宋時顏關上門就看到一個人蹲在走廊的那盆花旁邊,正研究著已經枯萎的花。

這個人宋時顏認識,是穆奕誠派來保護她的人,前幾天才剛剛搬來她們對麵住著。

"小張,這花有什麽問題嗎?"小張畢竟是穆奕誠派來的人,不會無緣無故對一盆已經枯萎的花感興趣的,宋時顏下意識的走到他身邊開口問道。

"這花倒是沒什麽,但是這些蟲子……"小張手裏拿著一個小鏟子,將花盆裏已經死掉的蟲子撥動了幾下。
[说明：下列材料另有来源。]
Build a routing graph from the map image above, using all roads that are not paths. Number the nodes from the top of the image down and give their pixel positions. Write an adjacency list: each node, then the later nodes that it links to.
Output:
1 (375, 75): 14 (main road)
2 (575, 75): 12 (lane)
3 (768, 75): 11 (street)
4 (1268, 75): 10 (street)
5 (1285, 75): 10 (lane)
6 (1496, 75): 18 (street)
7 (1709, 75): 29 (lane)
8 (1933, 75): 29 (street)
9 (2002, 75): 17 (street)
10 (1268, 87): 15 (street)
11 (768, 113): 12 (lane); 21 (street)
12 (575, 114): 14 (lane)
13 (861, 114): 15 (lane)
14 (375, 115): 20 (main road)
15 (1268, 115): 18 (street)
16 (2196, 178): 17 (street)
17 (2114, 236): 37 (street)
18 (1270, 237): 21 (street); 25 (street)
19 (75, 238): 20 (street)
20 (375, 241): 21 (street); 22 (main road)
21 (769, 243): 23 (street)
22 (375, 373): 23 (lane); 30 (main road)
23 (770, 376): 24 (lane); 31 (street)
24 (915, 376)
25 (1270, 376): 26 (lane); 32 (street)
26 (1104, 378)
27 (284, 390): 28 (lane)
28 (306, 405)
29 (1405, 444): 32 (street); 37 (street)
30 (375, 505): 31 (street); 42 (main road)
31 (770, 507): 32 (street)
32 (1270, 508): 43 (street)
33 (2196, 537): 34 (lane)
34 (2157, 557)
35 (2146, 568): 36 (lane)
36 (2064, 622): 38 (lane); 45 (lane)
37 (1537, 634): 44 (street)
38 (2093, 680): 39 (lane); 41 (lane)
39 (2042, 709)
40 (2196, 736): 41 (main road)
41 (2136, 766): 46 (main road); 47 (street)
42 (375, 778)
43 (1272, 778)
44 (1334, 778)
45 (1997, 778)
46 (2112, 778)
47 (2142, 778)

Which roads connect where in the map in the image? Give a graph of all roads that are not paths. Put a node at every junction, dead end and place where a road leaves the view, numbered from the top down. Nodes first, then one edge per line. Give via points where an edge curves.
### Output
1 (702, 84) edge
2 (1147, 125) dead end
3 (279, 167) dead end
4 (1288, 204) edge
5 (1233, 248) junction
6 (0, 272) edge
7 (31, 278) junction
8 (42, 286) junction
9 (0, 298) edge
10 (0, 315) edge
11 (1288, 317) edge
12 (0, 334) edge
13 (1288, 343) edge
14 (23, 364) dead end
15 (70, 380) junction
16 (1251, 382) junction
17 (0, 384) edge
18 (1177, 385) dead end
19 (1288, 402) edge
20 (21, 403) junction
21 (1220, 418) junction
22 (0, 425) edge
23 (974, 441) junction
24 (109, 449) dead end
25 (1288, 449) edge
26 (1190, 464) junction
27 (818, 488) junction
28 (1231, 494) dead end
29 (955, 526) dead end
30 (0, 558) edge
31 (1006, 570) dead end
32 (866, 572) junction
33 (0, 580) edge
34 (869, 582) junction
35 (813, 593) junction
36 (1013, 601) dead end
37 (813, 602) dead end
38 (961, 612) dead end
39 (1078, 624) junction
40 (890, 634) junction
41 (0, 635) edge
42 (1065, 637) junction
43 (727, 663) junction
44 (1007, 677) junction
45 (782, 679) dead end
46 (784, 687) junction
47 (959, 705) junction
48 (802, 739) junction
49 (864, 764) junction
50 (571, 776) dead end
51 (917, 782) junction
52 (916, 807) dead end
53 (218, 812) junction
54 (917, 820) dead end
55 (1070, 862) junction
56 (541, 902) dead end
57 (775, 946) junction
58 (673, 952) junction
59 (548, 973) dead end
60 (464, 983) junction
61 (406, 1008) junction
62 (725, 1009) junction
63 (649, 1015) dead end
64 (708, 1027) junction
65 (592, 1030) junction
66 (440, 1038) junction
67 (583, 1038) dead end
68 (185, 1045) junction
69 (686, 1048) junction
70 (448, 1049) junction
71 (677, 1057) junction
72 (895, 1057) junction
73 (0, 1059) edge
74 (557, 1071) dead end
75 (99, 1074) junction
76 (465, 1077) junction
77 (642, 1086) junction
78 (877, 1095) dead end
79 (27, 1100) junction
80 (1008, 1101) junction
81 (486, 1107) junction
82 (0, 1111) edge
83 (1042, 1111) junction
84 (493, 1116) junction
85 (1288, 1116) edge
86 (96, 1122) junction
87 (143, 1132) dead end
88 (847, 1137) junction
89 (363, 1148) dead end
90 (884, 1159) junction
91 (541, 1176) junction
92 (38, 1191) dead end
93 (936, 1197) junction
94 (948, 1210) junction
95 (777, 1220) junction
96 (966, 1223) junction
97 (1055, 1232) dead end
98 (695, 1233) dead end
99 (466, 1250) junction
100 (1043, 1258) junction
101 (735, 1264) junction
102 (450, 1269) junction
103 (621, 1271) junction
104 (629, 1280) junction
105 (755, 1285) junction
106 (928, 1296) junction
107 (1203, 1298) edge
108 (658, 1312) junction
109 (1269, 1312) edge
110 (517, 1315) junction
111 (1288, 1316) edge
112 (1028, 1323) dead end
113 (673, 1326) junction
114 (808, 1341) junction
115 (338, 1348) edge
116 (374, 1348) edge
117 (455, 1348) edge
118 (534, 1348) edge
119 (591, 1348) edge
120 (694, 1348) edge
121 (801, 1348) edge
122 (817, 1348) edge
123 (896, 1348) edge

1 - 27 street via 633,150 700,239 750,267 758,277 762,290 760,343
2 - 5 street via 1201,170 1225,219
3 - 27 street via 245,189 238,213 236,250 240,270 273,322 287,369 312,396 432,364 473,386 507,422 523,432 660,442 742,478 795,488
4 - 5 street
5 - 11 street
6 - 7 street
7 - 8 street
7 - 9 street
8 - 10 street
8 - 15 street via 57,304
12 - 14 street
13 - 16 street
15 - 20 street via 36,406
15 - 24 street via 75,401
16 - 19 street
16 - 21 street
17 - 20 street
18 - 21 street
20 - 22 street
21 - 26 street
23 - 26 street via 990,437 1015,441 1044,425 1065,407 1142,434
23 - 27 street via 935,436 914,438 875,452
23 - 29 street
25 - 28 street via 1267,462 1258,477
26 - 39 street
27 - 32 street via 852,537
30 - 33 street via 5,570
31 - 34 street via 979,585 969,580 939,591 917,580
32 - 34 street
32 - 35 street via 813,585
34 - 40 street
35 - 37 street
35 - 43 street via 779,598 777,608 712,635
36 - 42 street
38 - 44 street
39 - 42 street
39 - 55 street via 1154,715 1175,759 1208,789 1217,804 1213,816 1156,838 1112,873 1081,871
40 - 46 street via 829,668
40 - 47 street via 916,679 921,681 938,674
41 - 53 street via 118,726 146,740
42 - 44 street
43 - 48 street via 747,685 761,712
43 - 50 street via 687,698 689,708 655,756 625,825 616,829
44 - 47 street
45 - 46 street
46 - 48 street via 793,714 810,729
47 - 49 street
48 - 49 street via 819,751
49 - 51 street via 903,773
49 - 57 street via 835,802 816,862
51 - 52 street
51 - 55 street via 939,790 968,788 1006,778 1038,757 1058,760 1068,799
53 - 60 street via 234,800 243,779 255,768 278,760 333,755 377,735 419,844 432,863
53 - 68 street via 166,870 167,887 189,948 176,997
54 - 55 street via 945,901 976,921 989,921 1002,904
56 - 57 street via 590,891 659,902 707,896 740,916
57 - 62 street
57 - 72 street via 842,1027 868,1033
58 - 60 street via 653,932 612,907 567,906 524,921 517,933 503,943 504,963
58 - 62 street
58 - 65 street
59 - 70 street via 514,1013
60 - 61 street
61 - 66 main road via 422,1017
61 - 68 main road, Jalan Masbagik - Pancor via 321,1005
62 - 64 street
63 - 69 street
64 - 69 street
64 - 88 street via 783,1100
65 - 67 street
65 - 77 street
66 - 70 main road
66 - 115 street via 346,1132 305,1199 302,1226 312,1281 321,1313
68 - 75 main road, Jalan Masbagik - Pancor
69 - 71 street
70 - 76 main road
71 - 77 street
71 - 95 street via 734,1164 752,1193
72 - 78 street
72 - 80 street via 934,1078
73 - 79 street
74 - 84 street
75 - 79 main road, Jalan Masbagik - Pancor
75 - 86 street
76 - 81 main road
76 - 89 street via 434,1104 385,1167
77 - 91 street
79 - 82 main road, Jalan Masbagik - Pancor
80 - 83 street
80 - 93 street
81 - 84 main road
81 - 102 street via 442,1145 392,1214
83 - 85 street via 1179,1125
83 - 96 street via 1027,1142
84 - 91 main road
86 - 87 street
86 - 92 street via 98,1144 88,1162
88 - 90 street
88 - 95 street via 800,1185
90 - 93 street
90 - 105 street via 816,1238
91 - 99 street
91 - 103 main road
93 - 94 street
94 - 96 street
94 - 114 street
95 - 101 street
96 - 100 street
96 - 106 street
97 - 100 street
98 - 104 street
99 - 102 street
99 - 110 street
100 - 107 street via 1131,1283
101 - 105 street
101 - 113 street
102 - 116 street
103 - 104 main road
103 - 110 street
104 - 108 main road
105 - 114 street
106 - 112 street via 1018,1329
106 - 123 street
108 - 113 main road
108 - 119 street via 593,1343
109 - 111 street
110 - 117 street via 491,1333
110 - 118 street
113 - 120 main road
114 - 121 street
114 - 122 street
宋時顏順著看過去,就看到花盆裏有很多蟲子的屍體。宋時顏"咦"了一聲,這花也不是什麽防蚊蟲的花,怎麽會有這麽多蟲子死在這花盆裏呢?更何況,這花已經枯萎了,按道理應該是不會吸引這麽多蟲子的才對啊。

電梯門突然打開,一個抱著被子的大媽走了出來,看到這場麵她愣了一下,隨後看向了牆上掛著的樓層號。

"不是頂樓啊,哎呀走錯了走錯了。"大媽抱著被子轉身又按著了電梯,這一轉身就看到蹲在花盆旁的宋時顏和小張。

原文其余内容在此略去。